Edit out the theatrical, eye-rolling third act, and Cynthia Erivo‘s fiery, righteous turn as the escaped slave who led scores of other enslaved Negroes to freedom in the mid-19th century, would stand tall — or at least taller than she does in the closing credits of director and co-writer Kasi Lemmons’ film.

The fact that the enterprise never looks as epic as its heroine, that too many supporting roles show a production short of cash to hire “names” and charismatic villains, wouldn’t matter as much. The speechifying, predicting the near future (the Civil War) and other excesses of Lemmons’ (“Eve’s Bayou,” “Talk to Me”) and Gregory Howard Allen’s (“Ali,” “Remember the Titans”) script only truly grate in that never-ending finale.

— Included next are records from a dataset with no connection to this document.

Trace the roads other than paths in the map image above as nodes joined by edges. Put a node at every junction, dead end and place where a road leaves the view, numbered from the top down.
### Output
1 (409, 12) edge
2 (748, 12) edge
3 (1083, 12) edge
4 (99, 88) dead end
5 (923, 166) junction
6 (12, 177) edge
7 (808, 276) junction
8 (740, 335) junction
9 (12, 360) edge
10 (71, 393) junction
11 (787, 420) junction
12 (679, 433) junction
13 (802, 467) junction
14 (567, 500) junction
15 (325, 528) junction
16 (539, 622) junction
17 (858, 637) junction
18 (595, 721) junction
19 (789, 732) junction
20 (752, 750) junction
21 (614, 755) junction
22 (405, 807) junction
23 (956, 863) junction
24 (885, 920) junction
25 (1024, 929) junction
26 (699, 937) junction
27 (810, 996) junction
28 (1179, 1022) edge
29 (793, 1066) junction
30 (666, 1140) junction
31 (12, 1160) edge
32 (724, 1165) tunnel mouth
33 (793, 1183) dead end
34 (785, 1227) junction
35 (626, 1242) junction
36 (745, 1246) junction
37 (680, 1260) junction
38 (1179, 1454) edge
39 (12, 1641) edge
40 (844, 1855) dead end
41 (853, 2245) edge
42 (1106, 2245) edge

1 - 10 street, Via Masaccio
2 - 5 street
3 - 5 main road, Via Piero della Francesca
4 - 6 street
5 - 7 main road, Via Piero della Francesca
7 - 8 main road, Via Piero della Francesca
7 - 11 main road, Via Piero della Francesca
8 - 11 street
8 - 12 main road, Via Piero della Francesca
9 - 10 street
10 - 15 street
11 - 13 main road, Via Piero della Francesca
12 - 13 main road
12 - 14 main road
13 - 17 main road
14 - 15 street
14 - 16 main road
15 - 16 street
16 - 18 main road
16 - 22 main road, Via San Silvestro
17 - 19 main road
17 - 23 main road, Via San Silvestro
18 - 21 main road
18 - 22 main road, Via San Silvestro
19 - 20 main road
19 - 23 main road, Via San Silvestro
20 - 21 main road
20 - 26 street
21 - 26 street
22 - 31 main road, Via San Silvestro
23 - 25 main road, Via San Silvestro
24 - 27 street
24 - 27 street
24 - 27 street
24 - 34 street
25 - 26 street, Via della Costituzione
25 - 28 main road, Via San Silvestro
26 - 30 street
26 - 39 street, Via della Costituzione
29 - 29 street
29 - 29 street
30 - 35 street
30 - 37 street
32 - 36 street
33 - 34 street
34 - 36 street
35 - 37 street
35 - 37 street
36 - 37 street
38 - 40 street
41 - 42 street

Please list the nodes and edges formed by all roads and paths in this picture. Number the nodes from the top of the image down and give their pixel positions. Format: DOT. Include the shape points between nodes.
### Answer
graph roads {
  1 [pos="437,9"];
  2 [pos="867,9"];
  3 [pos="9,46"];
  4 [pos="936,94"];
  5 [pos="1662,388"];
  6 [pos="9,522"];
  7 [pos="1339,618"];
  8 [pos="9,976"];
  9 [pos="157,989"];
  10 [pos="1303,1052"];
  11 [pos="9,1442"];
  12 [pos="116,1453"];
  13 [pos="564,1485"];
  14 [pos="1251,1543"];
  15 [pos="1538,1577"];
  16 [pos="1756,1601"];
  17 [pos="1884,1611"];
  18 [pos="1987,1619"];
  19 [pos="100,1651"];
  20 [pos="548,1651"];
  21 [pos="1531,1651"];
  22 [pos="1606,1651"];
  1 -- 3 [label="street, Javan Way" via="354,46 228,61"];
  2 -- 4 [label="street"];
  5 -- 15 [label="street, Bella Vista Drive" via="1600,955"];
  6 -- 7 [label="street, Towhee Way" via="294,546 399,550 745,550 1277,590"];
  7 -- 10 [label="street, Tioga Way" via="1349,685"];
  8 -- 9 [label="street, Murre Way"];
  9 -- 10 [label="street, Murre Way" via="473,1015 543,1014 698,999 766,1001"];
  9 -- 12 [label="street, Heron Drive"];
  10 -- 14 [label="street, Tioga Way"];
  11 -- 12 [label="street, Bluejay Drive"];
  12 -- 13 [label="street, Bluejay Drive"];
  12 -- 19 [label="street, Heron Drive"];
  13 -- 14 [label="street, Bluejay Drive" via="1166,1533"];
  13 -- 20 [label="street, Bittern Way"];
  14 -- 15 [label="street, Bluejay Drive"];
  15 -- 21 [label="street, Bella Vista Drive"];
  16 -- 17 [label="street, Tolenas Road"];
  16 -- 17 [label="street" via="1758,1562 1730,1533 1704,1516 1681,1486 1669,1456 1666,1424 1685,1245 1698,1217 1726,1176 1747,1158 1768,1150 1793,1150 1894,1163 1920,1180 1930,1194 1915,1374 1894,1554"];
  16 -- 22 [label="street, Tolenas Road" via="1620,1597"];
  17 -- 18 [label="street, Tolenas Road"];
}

We meet Araminta “Minty” Tubman (Erivo, of “Widows” and “Bad Times at the El Royale”) just as her husband (Zackary Momoh) is presenting their claim, drafted by a lawyer, for freedom to their Maryland “massa.” John Tubman was a free man who’d hired a lawyer, seeking to enforce a will that should have granted Minty and her parents freedom.

Their owner (Mike Marunde) isn’t having it, and his cruelest son Gideon (Joe Alwyn) counsels selling Minty off to head off the trouble she was stirring up.

“Harriet,” the film and the heroine who will wear that name, leaps into action, putting her on the run to avoid “being sold South.” The local Negro preacher (Vondie Curtis-Hall, best of the supporting players) may lead hymns about keeping “your hands on the plow,” and sermonize Biblical obedience. But when Minty shows up at his door, he is the man with the plan.

Illiterate Minty sprints into the night, makes her way 100 miles (via the preacher’s connections) and escapes to discover the “colored” elite of Philadelphia, where “The Committee” runs the Underground Railroad, William Still (Leslie Odom Jr.) publishes their Abolitionist broadsides and the prim and ladylike Marie Buchanan (Janelle Monae) shows escaped slaves how to fit into white society.

“Walk like you got a right to!”

Minty takes a new name, her mother’s real name — Harriet. And before too long, Harriet, a pious woman who has “spells” in which she communes with the Lord (a head injury may have caused these), decides those she loved must experience the freedom she has claimed.

She starts making treks South to free her husband, her family and others.

The grandest conceit of this telling of her epic story is the way Harriet, who wore disguises and used fake papers to make her way into the South, came by her nickname “Moses.”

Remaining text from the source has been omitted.